▸ Instructions to follow
Across these entries, how many lines contain the word "Town"? Answer with only the number.

▸ Stored data entries

=== Begin Enclosure ===

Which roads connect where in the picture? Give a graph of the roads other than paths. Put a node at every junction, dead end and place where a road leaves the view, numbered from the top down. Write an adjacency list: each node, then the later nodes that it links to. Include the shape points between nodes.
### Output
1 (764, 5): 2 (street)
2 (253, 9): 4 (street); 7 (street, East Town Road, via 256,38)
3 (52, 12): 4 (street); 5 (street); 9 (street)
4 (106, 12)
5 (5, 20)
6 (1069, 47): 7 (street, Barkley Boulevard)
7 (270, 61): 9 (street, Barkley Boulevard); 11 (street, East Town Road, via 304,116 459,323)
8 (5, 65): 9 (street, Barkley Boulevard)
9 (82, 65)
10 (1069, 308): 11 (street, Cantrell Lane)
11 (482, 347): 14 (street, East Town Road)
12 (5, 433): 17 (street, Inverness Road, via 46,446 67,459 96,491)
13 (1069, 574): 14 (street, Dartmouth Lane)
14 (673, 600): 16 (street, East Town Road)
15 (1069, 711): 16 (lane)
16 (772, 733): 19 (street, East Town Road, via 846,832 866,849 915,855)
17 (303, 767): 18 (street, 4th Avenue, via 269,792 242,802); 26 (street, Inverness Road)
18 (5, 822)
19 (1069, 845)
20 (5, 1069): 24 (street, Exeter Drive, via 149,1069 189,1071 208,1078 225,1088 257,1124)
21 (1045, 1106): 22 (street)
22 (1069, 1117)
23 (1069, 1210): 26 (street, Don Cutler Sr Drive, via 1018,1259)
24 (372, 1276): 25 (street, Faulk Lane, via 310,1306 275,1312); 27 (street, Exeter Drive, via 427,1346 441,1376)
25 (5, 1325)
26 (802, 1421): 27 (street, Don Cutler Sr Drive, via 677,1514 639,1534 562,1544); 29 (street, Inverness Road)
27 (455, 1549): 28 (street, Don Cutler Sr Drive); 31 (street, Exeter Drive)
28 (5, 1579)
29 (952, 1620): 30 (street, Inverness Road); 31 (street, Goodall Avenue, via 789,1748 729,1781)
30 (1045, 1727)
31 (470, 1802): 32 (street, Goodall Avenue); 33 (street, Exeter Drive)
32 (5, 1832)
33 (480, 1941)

=== End Enclosure ===

▸ Completed task
5